**Your goal**
Collect each line of the entries that holds the string "Include".

**Extracted material**
★ ★ ★

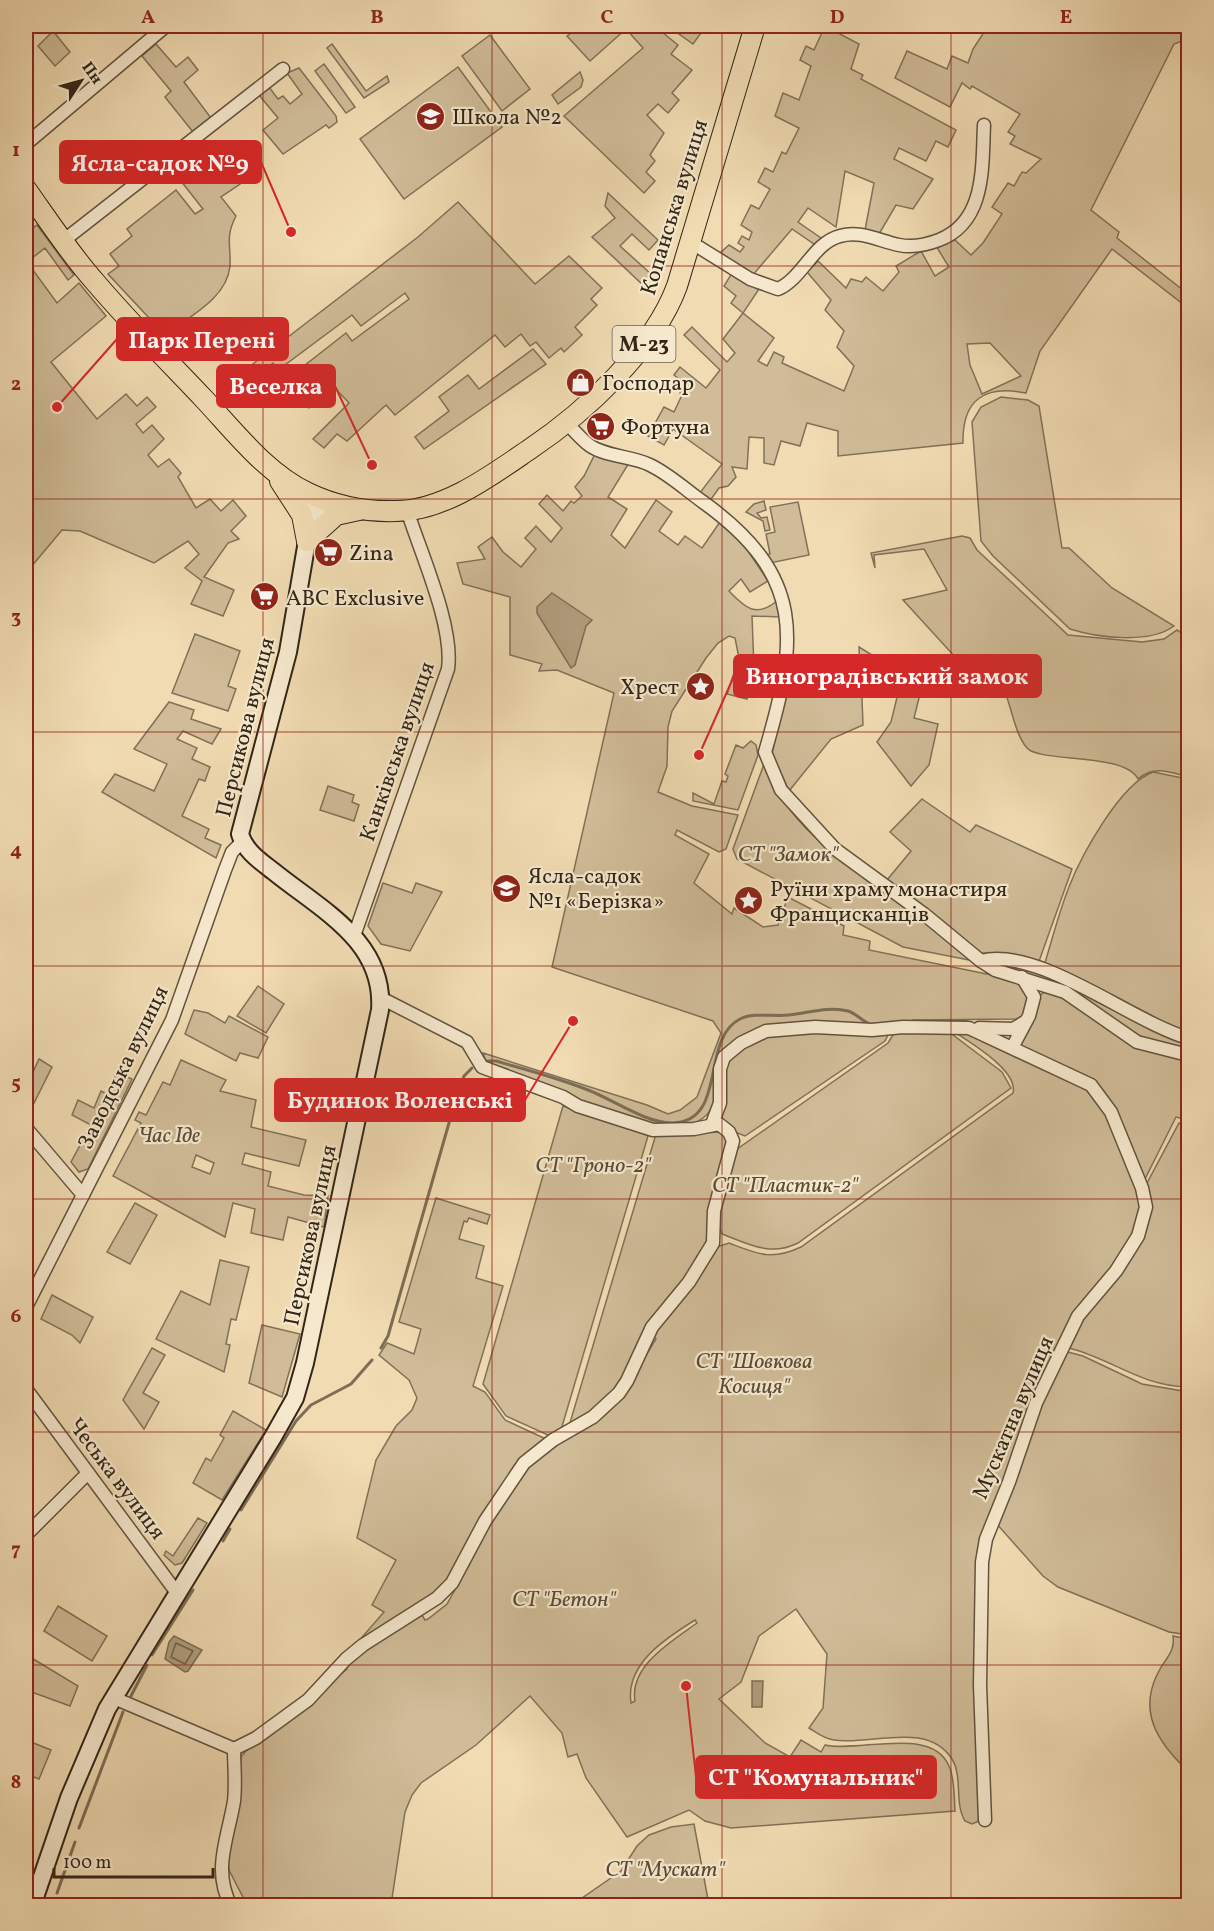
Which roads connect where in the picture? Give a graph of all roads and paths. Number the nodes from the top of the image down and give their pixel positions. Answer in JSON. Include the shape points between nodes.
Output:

★ ★ ★

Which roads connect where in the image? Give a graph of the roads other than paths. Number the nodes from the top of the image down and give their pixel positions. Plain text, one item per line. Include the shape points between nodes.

★ ★ ★

**Answer box**
Which roads connect where in the picture? Give a graph of all roads and paths. Number the nodes from the top of the image down and give their pixel positions. Answer in JSON. Include the shape points between nodes.
Which roads connect where in the image? Give a graph of the roads other than paths. Number the nodes from the top of the image down and give their pixel positions. Plain text, one item per line. Include the shape points between nodes.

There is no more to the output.